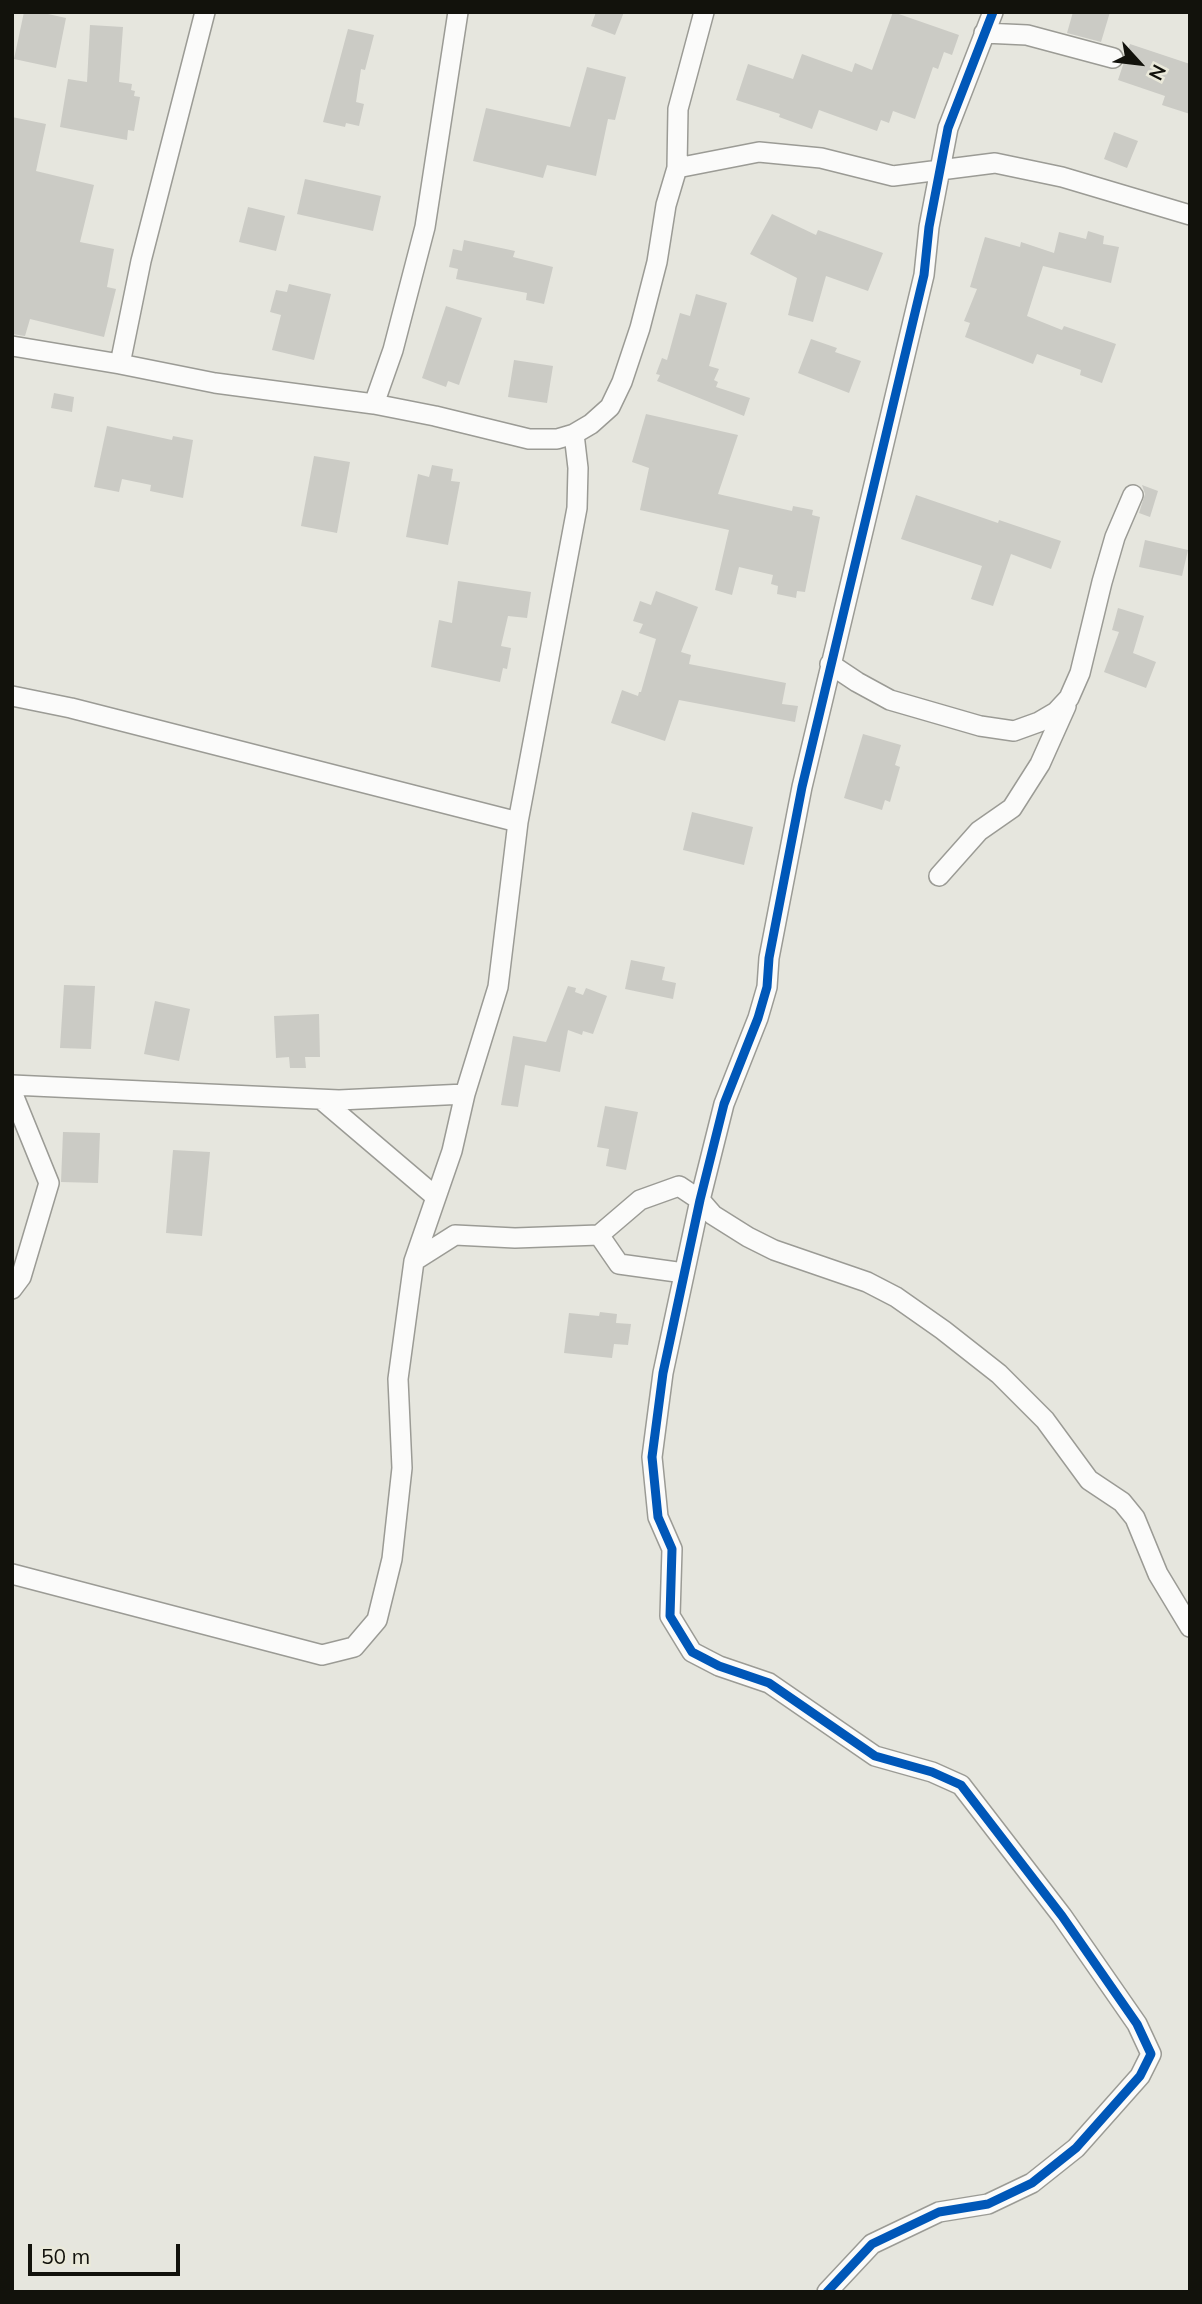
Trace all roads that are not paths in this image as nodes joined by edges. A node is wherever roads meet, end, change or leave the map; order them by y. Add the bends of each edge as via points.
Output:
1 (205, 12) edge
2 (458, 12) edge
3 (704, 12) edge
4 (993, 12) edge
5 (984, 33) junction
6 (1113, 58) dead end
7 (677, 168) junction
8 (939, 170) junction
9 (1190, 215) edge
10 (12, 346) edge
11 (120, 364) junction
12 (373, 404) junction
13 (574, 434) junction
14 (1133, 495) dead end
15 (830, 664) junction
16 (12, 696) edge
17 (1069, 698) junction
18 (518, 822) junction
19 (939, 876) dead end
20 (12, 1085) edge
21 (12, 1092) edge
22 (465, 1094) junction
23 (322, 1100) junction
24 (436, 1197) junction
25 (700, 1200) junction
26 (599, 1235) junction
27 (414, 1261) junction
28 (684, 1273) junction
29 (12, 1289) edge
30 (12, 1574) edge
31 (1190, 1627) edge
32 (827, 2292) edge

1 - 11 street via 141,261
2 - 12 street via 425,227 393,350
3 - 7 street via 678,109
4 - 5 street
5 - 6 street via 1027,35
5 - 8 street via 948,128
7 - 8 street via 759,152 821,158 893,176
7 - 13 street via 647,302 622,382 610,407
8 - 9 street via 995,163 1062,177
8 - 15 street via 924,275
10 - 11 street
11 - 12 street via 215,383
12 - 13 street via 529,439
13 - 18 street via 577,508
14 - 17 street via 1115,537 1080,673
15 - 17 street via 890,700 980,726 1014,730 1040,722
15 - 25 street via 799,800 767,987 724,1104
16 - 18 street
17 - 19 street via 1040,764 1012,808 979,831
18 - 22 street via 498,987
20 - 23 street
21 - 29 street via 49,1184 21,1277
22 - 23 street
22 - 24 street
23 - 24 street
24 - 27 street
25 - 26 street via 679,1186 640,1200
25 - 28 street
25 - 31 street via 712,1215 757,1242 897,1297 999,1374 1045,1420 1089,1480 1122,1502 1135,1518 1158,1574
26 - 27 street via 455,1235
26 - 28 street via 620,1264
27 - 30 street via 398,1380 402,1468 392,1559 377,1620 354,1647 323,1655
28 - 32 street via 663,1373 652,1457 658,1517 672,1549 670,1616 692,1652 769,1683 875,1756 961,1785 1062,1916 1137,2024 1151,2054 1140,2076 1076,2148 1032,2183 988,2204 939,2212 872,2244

--

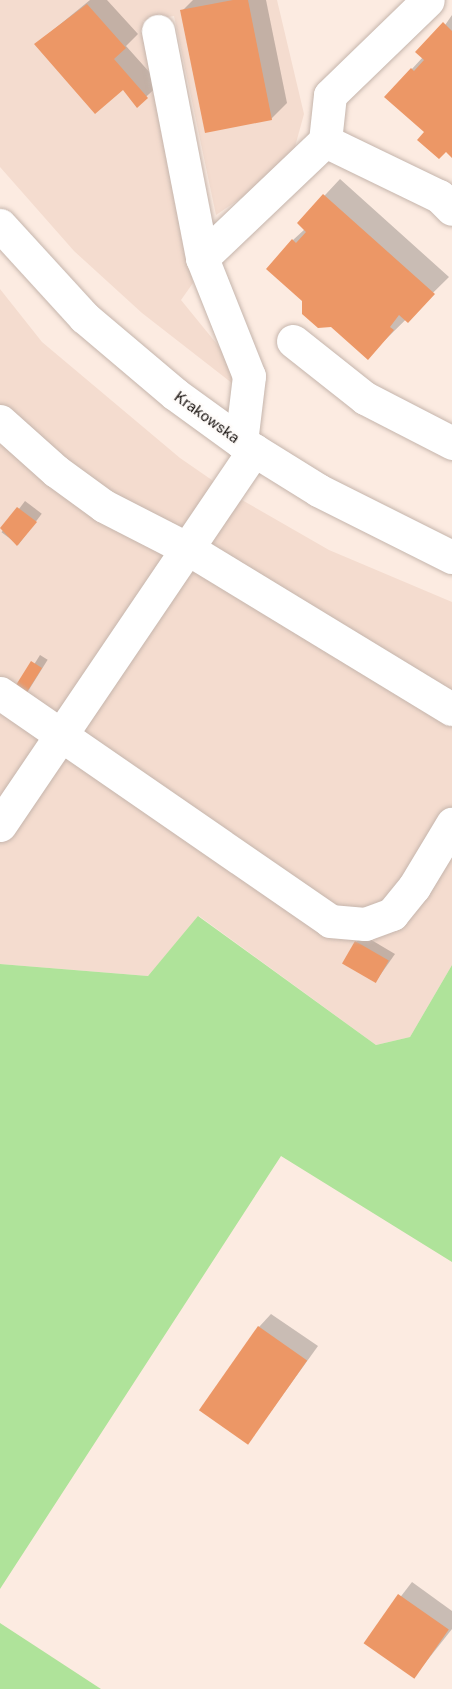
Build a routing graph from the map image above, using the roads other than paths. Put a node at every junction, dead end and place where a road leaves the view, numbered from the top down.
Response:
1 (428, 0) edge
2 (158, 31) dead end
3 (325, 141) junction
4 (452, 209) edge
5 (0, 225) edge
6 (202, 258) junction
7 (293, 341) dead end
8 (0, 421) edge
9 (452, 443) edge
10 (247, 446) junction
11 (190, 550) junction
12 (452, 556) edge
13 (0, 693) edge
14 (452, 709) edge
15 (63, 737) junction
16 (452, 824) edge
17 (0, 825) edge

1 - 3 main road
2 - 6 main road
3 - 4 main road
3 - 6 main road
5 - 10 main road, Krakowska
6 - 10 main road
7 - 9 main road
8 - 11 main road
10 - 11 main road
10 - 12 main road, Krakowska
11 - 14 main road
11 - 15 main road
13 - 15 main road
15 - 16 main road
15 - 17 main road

> [Assignment]: Identify each line in the records above that contains the word "image", and copy it out in full.

> [Response box]:
Trace all roads that are not paths in this image as nodes joined by edges. A node is wherever roads meet, end, change or leave the map; order them by y. Add the bends of each edge as via points.
Build a routing graph from the map image above, using the roads other than paths. Put a node at every junction, dead end and place where a road leaves the view, numbered from the top down.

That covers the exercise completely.